In August 2018, the FASB issued ASU 2018-15, Intangibles - Goodwill and Other - Internal-Use Software: Customer’s
Accounting for Implementation Costs Incurred in a Cloud Computing Arrangement That Is a Service Contract (“ASU
2018-15”). ASU 2018-15 aligns the requirements for capitalizing implementation costs incurred in a hosting arrangement that
is a service contract with the requirements for capitalizing implementation costs incurred to develop or obtain internal-use
software. We will adopt this guidance on January 1, 2020 and we do not expect that it will have a material impact to our financial condition or results of operations.

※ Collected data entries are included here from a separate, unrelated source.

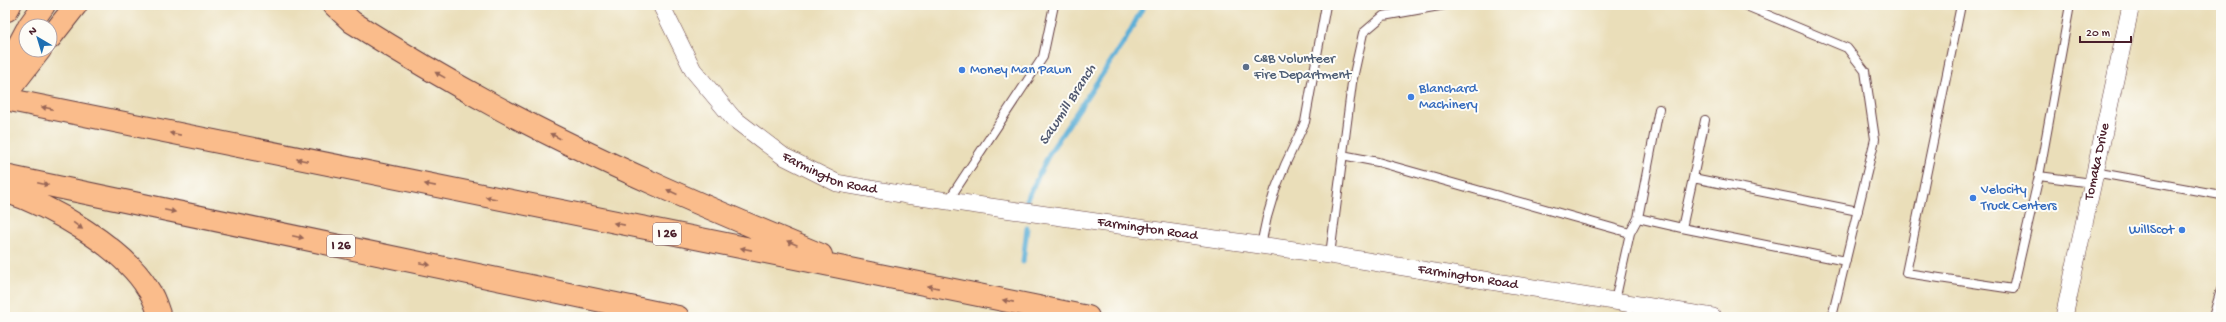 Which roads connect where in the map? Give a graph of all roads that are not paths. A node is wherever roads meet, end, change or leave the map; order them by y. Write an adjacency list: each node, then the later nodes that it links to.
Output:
1 (76, 5): 11 (main road)
2 (334, 5): 34 (main road, one-way to 2)
3 (660, 5): 26 (street, Farmington Road)
4 (1054, 5): 26 (lane)
5 (1326, 5): 31 (lane)
6 (1444, 5): 19 (lane)
7 (1744, 5): 27 (lane)
8 (1961, 5): 21 (lane)
9 (2070, 5): 21 (lane)
10 (2131, 5): 22 (street, Tomaka Drive)
11 (58, 27)
12 (18, 47): 14 (main road)
13 (34, 58): 15 (main road)
14 (5, 71)
15 (5, 95): 16 (main road)
16 (15, 101): 34 (main road, I 26, one-way to 16)
17 (1659, 110): 28 (lane)
18 (1705, 120): 23 (lane)
19 (1342, 155): 30 (lane); 32 (lane)
20 (5, 176): 38 (main road, I 26, one-way to 38)
21 (2039, 176): 22 (lane)
22 (2093, 177): 25 (lane); 42 (street, Tomaka Drive)
23 (1693, 178): 27 (lane); 29 (lane)
24 (5, 191): 37 (main road, one-way to 37)
25 (2221, 195)
26 (948, 201): 31 (street, Farmington Road)
27 (1858, 211): 33 (lane)
28 (1638, 218): 29 (lane); 30 (lane)
29 (1682, 228): 33 (lane)
30 (1630, 233): 36 (lane)
31 (1261, 245): 32 (street, Farmington Road)
32 (1330, 255): 36 (street, Farmington Road)
33 (1846, 261): 41 (lane)
34 (867, 274): 39 (main road, I 26, one-way to 34)
35 (2221, 290): 43 (lane)
36 (1615, 301): 40 (street, Farmington Road)
37 (160, 317)
38 (678, 317)
39 (1088, 317)
40 (1713, 317)
41 (1832, 317)
42 (2064, 317)
43 (2213, 317) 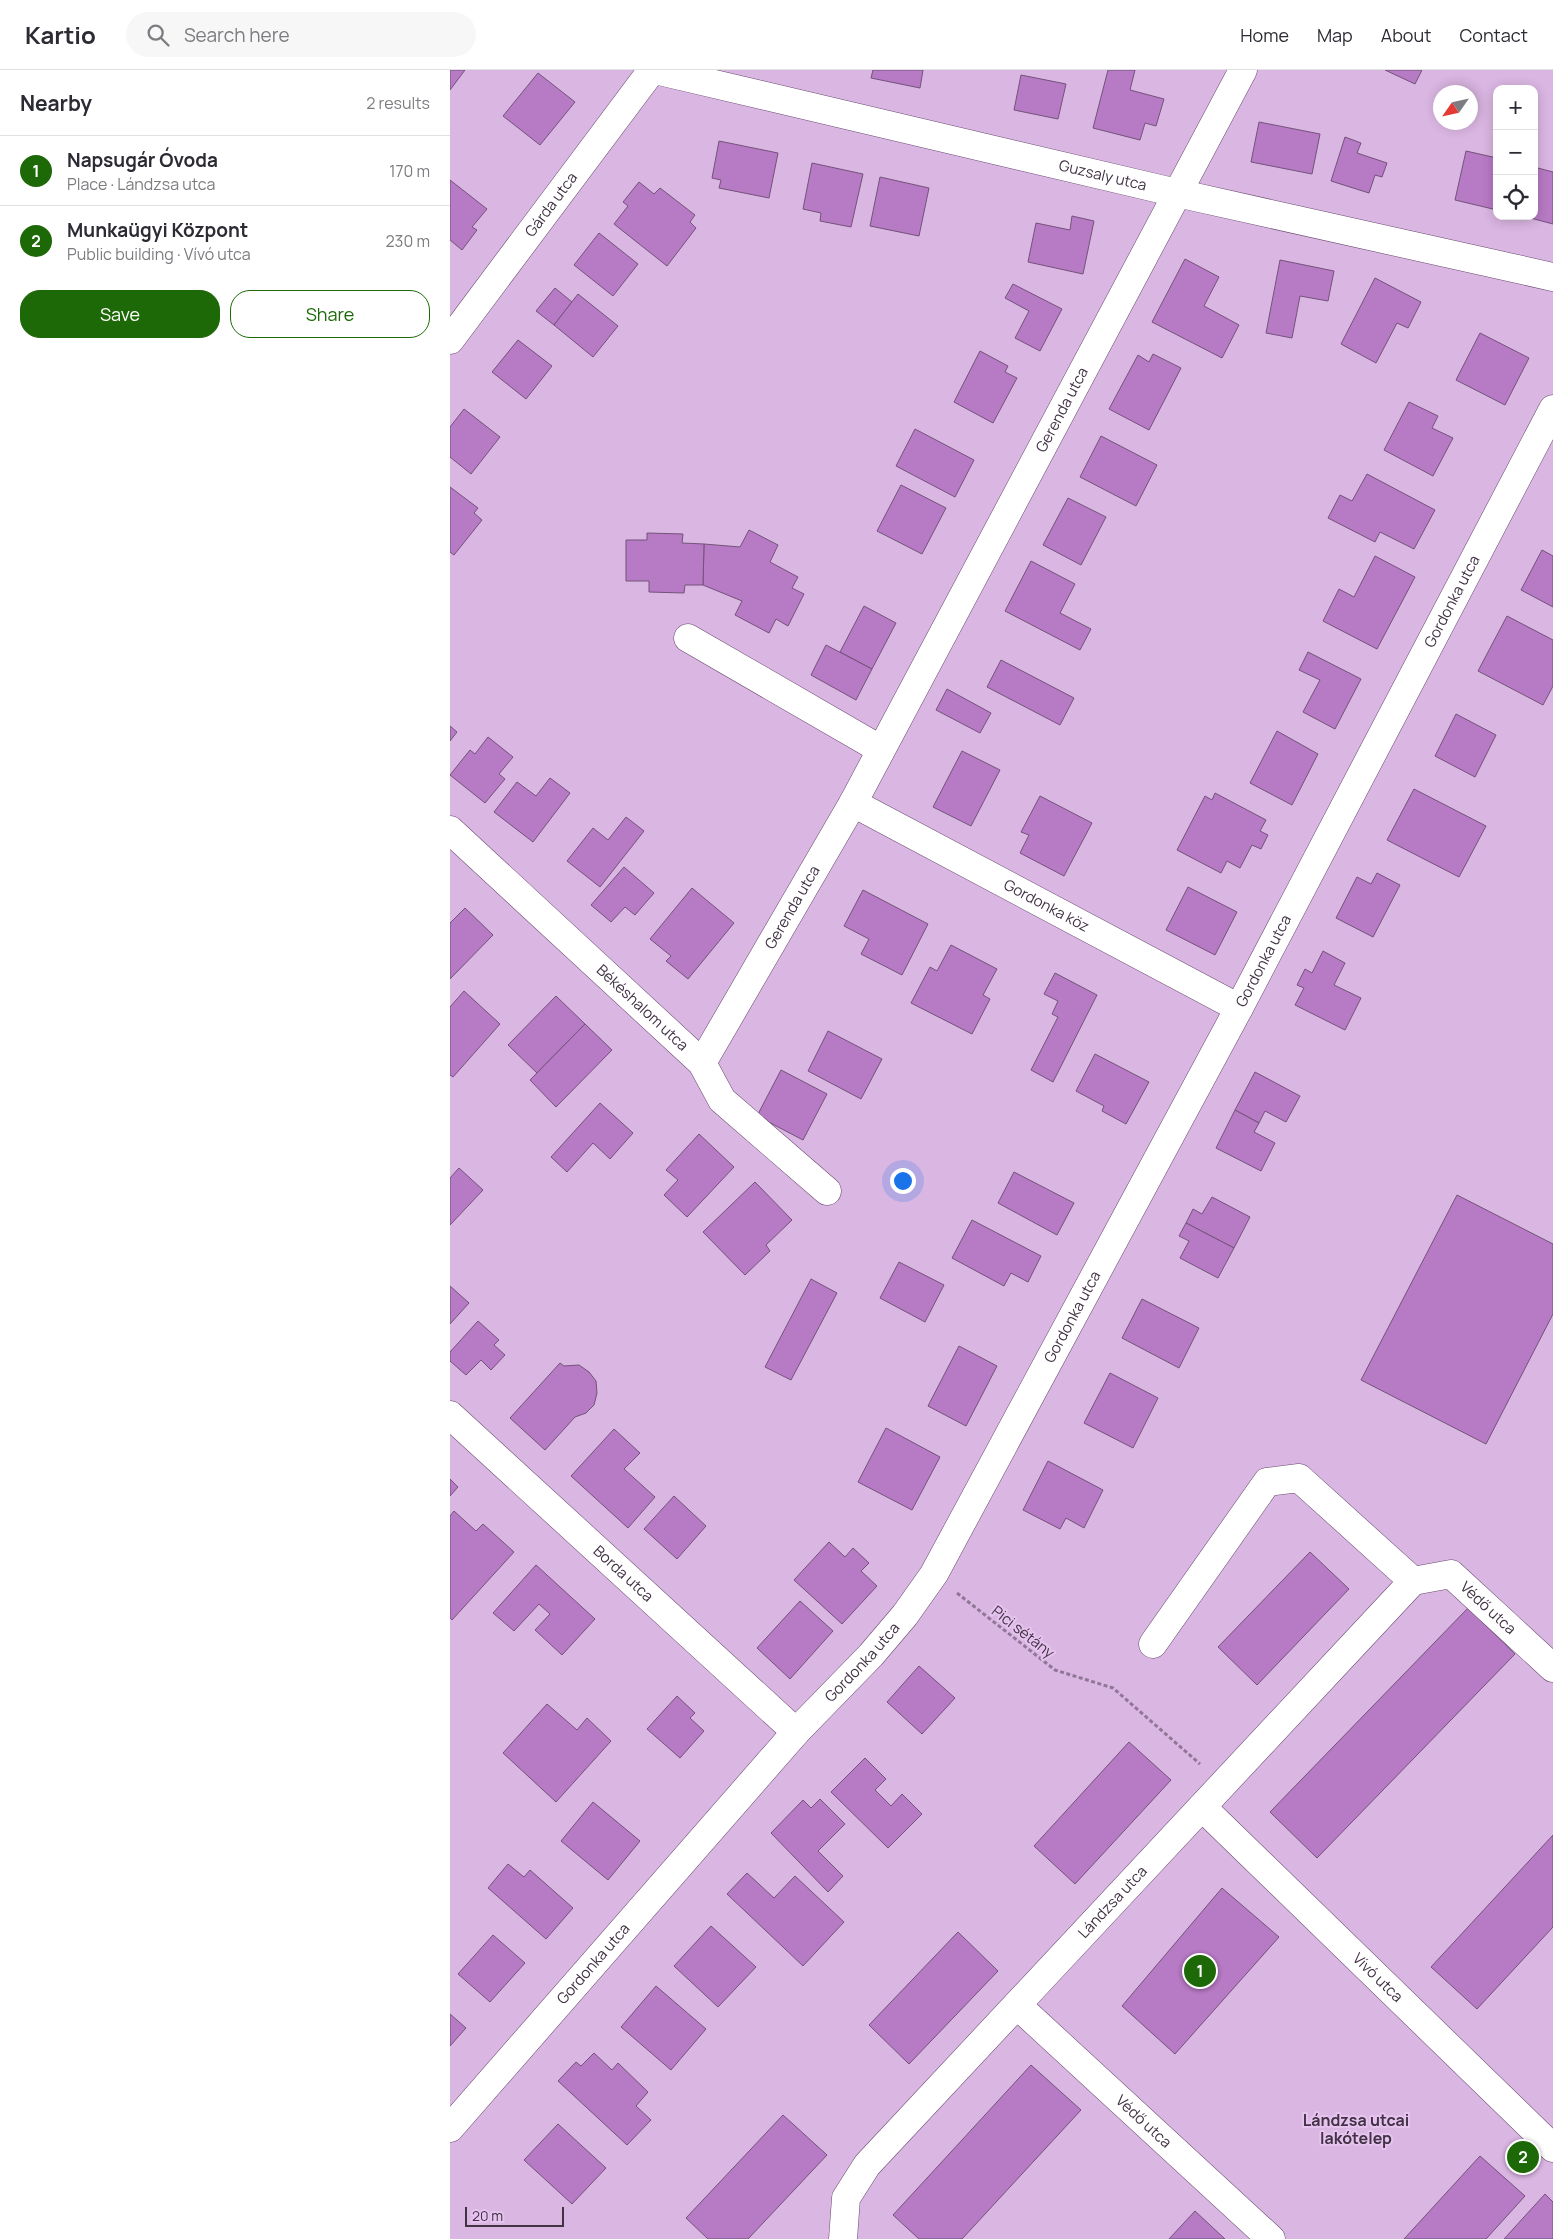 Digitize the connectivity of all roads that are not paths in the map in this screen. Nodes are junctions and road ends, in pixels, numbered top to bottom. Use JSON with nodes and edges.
{"nodes":[{"id":1,"x":653,"y":70,"type":"edge"},
{"id":2,"x":1243,"y":70,"type":"edge"},
{"id":3,"x":1177,"y":193,"type":"junction"},
{"id":4,"x":1553,"y":277,"type":"edge"},
{"id":5,"x":450,"y":340,"type":"edge"},
{"id":6,"x":1553,"y":409,"type":"edge"},
{"id":7,"x":688,"y":638,"type":"dead end"},
{"id":8,"x":880,"y":750,"type":"junction"},
{"id":9,"x":853,"y":803,"type":"junction"},
{"id":10,"x":450,"y":830,"type":"edge"},
{"id":11,"x":1239,"y":1008,"type":"junction"},
{"id":12,"x":702,"y":1062,"type":"junction"},
{"id":13,"x":827,"y":1191,"type":"dead end"},
{"id":14,"x":450,"y":1415,"type":"edge"},
{"id":15,"x":1413,"y":1581,"type":"junction"},
{"id":16,"x":1153,"y":1644,"type":"dead end"},
{"id":17,"x":1553,"y":1668,"type":"edge"},
{"id":18,"x":796,"y":1732,"type":"junction"},
{"id":19,"x":1202,"y":1807,"type":"junction"},
{"id":20,"x":1017,"y":2005,"type":"junction"},
{"id":21,"x":450,"y":2128,"type":"edge"},
{"id":22,"x":1553,"y":2148,"type":"edge"},
{"id":23,"x":843,"y":2239,"type":"edge"},
{"id":24,"x":1271,"y":2239,"type":"edge"}],
"edges":[{"from":1,"to":3,"type":"street","name":"Guzsaly utca"},
{"from":1,"to":5,"type":"street","name":"Gárda utca"},
{"from":2,"to":3,"type":"street","name":"Gerenda utca"},
{"from":3,"to":4,"type":"street","name":"Guzsaly utca"},
{"from":3,"to":8,"type":"street","name":"Gerenda utca"},
{"from":6,"to":11,"type":"street","name":"Gordonka utca"},
{"from":7,"to":8,"type":"street"},
{"from":8,"to":9,"type":"street","name":"Gerenda utca"},
{"from":9,"to":11,"type":"street","name":"Gordonka köz"},
{"from":9,"to":12,"type":"street","name":"Gerenda utca"},
{"from":10,"to":12,"type":"street","name":"Békéshalom utca"},
{"from":11,"to":18,"type":"street","name":"Gordonka utca"},
{"from":12,"to":13,"type":"street","name":"Békéshalom utca"},
{"from":14,"to":18,"type":"street","name":"Borda utca"},
{"from":15,"to":16,"type":"street"},
{"from":15,"to":17,"type":"street","name":"Védő utca"},
{"from":15,"to":19,"type":"street","name":"Lándzsa utca"},
{"from":18,"to":21,"type":"street","name":"Gordonka utca"},
{"from":19,"to":20,"type":"street","name":"Lándzsa utca"},
{"from":19,"to":22,"type":"street","name":"Vívó utca"},
{"from":20,"to":23,"type":"street","name":"Lándzsa utca"},
{"from":20,"to":24,"type":"street","name":"Védő utca"}]}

In December 2019, the FASB issued ASU 2019-12, Income Taxes - Simplifying the Accounting for Income Taxes (“ASU 2019-12”). Among other items, the amendments in ASU 2019-12 simplify the accounting treatment of tax law changes and year-to-date losses in interim periods.  An entity generally recognizes the effects of a change in tax law in the period of enactment; however, there is an exception for tax laws with delayed effective dates.  Under current guidance, an entity may not adjust its annual effective tax rate for a tax law change until the period in which the law is effective.  This exception was removed under ASU 2019-12, thereby providing that all effects of a tax law change are recognized in the period of enactment, including adjustment of the estimated annual effective tax rate.  Regarding year-to-date losses in interim periods, an entity is required to estimate its annual effective tax rate for the full fiscal year at the end of each interim period and use that rate to calculate its income taxes on a year-to-date basis.  However, current guidance provides an exception that when a loss in an interim period exceeds the anticipate loss for the year, the income tax benefit is limited to the amount that would be recognized if the year-to-date loss were the anticipated loss for the full year.  ASU 2019-12 removes this exception and provides that in this situation, an entity would compute its income tax benefit at each interim period based on its estimated annual effective tax rate.  ASU 2019-12 is effective for fiscal years beginning after December 15, 2020, including interim periods within those annual periods. Early adoption is permitted. We are currently evaluating the impact of this guidance on our financial condition and results of operations.